» **Problem to solve**
Tell how many lines in the following entries include the word "College", giving the figure alone.

» **Data listing**
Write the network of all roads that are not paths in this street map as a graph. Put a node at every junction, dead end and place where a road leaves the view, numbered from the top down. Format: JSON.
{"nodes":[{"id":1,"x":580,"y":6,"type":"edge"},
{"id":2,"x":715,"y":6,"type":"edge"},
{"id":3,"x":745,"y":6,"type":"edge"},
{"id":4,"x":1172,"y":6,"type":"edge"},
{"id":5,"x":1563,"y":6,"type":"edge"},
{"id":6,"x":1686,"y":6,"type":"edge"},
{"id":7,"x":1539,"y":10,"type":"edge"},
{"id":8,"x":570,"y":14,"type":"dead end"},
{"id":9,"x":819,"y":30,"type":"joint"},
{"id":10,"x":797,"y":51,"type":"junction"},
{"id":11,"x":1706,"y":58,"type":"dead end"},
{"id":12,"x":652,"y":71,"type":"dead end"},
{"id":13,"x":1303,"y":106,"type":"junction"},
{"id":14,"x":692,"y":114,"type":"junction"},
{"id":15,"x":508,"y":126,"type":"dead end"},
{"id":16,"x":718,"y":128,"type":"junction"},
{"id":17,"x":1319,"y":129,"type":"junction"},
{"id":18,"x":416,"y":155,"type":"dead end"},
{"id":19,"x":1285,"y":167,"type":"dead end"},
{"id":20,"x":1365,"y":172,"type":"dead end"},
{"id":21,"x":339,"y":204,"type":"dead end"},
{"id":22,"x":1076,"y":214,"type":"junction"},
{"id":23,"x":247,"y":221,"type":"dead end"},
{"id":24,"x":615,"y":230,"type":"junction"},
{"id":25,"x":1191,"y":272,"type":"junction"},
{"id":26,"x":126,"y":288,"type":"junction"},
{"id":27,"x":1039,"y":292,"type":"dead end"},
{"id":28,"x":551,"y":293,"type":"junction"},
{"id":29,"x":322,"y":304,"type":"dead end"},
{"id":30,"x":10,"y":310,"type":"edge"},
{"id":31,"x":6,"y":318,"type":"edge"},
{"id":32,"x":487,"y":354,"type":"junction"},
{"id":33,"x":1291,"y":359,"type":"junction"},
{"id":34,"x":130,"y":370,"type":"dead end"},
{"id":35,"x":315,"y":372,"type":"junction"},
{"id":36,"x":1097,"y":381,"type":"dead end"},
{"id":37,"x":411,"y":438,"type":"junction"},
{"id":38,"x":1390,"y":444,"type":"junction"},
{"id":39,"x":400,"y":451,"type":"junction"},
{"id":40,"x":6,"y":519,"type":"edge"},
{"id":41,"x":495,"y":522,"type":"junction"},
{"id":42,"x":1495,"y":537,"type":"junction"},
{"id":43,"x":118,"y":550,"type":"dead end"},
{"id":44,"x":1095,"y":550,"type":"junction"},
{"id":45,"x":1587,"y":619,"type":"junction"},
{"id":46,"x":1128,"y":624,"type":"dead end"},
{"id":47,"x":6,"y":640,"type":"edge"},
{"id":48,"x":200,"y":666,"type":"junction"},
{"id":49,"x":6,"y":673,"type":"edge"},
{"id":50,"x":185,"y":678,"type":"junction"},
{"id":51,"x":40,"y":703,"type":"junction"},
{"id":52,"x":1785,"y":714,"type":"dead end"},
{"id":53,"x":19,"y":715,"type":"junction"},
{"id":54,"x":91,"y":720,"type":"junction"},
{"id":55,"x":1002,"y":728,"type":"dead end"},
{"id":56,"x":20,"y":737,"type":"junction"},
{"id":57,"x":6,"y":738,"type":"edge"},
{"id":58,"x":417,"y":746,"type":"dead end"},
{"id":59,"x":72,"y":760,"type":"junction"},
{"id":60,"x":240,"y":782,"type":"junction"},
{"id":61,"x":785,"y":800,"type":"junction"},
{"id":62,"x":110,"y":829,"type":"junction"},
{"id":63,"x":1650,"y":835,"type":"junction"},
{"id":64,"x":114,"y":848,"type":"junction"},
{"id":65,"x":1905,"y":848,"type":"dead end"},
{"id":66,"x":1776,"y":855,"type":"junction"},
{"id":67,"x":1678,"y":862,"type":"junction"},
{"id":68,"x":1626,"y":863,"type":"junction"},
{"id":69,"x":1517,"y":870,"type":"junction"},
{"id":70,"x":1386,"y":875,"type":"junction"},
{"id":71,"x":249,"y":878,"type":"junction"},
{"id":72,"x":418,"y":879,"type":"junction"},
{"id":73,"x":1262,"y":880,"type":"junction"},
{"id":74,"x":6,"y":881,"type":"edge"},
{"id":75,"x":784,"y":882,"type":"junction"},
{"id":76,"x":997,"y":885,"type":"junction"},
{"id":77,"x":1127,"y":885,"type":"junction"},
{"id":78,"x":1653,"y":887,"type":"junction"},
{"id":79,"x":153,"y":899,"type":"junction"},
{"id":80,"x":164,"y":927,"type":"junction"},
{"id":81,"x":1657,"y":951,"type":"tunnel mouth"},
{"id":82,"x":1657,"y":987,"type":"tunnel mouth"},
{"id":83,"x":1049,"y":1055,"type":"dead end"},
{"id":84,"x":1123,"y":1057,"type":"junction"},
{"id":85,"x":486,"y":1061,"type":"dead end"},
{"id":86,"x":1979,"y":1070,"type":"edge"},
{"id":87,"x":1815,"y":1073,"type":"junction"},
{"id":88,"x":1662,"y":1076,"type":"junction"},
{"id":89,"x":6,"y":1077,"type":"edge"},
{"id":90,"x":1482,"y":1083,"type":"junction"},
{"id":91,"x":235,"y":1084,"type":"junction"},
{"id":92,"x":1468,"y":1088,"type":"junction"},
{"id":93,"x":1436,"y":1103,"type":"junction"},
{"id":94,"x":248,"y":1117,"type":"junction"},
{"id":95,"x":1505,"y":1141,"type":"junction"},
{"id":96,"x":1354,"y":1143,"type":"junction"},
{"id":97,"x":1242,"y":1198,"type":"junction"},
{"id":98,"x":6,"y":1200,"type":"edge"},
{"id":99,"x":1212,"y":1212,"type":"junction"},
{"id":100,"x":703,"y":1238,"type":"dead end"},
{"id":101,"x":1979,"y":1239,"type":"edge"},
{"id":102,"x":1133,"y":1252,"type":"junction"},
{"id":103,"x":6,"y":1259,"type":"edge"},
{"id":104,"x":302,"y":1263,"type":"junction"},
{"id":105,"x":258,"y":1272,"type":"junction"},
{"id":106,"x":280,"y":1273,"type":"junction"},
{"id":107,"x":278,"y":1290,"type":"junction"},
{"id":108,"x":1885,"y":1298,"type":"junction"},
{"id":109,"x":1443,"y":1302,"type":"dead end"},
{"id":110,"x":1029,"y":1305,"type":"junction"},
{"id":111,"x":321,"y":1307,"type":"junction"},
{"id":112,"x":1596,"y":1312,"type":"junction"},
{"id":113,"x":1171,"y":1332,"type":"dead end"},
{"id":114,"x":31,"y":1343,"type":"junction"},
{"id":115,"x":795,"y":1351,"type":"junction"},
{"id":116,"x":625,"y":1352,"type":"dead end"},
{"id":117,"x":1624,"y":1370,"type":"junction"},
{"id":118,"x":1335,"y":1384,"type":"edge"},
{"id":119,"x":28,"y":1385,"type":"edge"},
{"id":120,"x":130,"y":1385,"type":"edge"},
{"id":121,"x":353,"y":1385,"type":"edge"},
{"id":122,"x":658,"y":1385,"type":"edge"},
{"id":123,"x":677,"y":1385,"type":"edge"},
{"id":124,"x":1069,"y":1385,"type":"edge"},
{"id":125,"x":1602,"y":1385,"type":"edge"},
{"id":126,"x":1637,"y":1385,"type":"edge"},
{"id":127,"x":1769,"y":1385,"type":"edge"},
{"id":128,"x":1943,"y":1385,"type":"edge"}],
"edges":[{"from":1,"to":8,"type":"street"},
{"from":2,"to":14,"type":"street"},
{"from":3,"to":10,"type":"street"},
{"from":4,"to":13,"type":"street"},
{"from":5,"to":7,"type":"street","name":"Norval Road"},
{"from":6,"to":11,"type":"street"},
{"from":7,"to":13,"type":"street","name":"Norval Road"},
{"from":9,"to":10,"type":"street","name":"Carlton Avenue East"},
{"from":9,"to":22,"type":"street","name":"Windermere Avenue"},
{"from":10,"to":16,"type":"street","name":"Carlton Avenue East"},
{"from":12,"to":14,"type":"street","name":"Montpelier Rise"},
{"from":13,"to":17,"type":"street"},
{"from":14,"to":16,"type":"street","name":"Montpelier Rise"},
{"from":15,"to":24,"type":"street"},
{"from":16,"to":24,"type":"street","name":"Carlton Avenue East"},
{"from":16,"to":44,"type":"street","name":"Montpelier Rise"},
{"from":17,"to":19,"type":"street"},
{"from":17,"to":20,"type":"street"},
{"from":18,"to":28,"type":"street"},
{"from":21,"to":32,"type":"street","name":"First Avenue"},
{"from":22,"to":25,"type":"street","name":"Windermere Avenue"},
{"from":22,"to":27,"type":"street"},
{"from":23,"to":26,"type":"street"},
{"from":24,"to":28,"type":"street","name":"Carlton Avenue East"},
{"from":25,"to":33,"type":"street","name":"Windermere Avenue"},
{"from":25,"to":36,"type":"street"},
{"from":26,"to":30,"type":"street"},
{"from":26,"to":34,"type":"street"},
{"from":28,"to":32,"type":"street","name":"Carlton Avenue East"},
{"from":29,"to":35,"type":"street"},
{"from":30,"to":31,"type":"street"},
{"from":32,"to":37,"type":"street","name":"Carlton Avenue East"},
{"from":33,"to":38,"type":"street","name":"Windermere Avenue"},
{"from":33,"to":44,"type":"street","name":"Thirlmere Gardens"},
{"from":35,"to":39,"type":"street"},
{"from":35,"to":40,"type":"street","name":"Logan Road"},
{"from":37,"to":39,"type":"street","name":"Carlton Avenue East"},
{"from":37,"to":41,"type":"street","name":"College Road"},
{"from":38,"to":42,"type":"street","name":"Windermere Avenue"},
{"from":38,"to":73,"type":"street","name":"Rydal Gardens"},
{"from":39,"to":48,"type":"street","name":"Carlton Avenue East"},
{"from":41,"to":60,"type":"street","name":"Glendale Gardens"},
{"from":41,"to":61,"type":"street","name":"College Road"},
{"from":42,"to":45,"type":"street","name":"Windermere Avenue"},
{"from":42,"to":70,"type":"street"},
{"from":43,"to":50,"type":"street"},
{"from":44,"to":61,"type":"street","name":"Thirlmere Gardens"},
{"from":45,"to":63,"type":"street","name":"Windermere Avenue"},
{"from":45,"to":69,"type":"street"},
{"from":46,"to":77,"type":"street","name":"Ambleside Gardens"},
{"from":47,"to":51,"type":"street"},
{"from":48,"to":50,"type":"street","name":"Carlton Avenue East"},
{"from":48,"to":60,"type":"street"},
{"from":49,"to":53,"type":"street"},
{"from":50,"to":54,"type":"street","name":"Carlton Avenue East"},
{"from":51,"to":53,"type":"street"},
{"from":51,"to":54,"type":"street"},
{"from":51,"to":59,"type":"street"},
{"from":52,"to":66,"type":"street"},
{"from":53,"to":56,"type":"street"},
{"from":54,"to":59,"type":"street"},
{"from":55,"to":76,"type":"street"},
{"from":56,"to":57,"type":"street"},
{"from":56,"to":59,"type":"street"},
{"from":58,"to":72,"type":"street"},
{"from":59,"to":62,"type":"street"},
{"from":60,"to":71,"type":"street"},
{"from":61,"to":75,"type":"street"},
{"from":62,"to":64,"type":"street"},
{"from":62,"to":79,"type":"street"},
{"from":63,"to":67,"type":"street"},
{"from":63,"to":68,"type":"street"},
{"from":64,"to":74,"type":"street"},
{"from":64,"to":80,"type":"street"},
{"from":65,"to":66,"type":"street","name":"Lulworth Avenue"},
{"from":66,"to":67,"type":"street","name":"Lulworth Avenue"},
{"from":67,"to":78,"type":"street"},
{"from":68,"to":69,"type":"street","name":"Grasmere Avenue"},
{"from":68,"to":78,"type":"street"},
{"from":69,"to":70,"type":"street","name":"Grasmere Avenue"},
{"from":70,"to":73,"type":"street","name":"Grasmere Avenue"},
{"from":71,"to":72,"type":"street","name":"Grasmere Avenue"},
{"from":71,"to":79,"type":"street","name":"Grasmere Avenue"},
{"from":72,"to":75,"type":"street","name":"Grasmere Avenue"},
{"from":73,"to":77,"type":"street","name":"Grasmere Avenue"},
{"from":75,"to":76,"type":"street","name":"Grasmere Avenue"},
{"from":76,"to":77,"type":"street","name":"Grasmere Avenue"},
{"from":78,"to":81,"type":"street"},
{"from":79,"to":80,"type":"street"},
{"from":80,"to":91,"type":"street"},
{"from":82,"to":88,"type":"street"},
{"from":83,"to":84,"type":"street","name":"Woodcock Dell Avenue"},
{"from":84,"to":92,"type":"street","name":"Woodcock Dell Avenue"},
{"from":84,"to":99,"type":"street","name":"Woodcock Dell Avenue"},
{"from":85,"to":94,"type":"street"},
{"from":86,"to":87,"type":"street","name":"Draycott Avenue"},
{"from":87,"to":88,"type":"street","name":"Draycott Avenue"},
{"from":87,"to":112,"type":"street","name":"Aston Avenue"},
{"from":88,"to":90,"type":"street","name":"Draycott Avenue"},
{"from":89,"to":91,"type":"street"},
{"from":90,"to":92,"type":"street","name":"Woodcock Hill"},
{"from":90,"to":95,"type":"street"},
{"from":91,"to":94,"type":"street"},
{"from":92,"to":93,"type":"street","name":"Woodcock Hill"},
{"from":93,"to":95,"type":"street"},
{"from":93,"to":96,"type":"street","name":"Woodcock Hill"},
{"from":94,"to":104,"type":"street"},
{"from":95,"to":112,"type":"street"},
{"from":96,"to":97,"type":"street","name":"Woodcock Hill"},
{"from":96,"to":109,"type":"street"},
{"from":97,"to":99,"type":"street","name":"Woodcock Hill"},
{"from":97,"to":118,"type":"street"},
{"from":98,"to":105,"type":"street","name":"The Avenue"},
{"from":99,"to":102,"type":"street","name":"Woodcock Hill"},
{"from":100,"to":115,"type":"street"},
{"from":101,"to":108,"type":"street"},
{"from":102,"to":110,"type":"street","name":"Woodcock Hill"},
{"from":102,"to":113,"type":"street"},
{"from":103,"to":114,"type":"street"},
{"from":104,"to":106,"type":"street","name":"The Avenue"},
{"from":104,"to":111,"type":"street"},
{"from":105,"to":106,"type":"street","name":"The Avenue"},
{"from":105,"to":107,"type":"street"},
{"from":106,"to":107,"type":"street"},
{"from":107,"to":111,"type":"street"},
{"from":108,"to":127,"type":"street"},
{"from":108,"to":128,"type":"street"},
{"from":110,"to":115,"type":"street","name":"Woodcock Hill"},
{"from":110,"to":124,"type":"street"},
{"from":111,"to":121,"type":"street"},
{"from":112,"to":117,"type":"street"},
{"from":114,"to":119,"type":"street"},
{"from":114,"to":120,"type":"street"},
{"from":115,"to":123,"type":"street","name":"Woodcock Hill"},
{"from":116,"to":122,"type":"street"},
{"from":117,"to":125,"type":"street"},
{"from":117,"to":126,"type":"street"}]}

» **Task result**
2